Com'era il calcio ai tuoi tempi?

"Ai nostri tempi c’era l’imbarazzo della scelta. Venivano sull’uomo, altro che pallone, e non bastava essere sfiorati per avere punizione come adesso. Ho giocato anche in C nel girone sud: campi in terra, botte vere. Scherzo, ma non troppo: per veder ammonire l’avversario negli anni 80 dovevi portare la lastra con la frattura, per me è stata una palestra enorme. Poi io non ero un corazziere fisicamente, ma non mi tiravo indietro in battaglia: le davo, le prendevo.
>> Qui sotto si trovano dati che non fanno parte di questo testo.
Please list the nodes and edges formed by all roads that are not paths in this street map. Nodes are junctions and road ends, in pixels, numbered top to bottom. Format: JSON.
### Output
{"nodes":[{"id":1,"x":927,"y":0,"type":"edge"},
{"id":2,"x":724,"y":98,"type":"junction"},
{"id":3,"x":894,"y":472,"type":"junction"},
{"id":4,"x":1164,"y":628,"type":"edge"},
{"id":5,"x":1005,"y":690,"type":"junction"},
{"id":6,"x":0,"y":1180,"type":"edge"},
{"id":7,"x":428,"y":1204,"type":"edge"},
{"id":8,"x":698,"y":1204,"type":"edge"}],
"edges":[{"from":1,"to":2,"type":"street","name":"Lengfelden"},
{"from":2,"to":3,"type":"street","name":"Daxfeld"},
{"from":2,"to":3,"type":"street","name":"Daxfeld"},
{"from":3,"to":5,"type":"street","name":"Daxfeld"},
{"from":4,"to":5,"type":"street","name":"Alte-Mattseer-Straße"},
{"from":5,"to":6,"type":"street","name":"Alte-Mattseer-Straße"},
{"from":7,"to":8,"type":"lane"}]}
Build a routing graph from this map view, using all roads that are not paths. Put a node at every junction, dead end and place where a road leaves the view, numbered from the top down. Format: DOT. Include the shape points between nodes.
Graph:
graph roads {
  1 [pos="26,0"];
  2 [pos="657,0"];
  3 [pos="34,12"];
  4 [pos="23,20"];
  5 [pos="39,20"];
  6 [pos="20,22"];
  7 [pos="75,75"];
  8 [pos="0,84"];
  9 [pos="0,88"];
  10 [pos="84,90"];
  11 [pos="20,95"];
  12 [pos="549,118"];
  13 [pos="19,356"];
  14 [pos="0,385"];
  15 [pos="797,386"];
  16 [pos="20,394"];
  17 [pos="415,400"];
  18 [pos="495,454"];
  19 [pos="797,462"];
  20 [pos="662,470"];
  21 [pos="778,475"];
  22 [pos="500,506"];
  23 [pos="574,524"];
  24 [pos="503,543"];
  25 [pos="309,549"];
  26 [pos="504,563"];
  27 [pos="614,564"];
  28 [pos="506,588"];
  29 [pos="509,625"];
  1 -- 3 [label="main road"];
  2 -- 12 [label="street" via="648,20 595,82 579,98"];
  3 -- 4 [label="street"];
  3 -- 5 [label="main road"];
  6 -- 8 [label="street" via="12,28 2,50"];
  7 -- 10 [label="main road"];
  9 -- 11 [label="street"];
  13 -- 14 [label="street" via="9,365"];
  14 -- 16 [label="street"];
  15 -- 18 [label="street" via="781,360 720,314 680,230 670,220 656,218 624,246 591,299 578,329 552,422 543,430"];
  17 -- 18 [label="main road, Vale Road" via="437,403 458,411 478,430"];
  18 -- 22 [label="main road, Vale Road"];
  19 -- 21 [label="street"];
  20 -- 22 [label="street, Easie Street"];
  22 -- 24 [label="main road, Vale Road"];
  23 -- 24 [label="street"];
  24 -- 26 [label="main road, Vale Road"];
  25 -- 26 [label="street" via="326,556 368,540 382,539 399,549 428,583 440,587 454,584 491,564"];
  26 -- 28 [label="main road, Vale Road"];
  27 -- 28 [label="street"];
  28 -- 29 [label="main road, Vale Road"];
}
Difficile scegliere un avversario, avendo giocato da metà anni 80 a metà anni 2000: posso citare Bergomi, Maldini, Baresi, Cannavaro, Ferrara, Vierchowod, Nesta. Ma ne dimentico tanti che erano straordinari"

Non c’è più tanto il senso di appartenenza: rappresentare una città era il mio dogma, vedere la passione del tifoso che veniva a vederti e piangeva. È stato anche un peso grosso che ha richiesto un percorso psicologico che ho fatto da solo per entrare in campo e dare il meglio di me: i primi anni, la sera prima della partita non riuscivo a dormire. Nè a Rimini, né a Livorno. Invece, a metà anni 90, a Bari, mezz’ora prima di fare riscaldamento mi addormentavo 15-20 minuti sul lettino in spogliatoio. Credo di essere stato l’unico, con quelle tempistiche pregara. Questo perché ho cercato di capire cosa mi servisse, mi sono anche “violentato” per avvicinarmi alla gara con più serenità nonostante il carattere mi desse quel senso di responsabilità che poi ho mantenuto. Nel documentario tratteremo questo aspetto".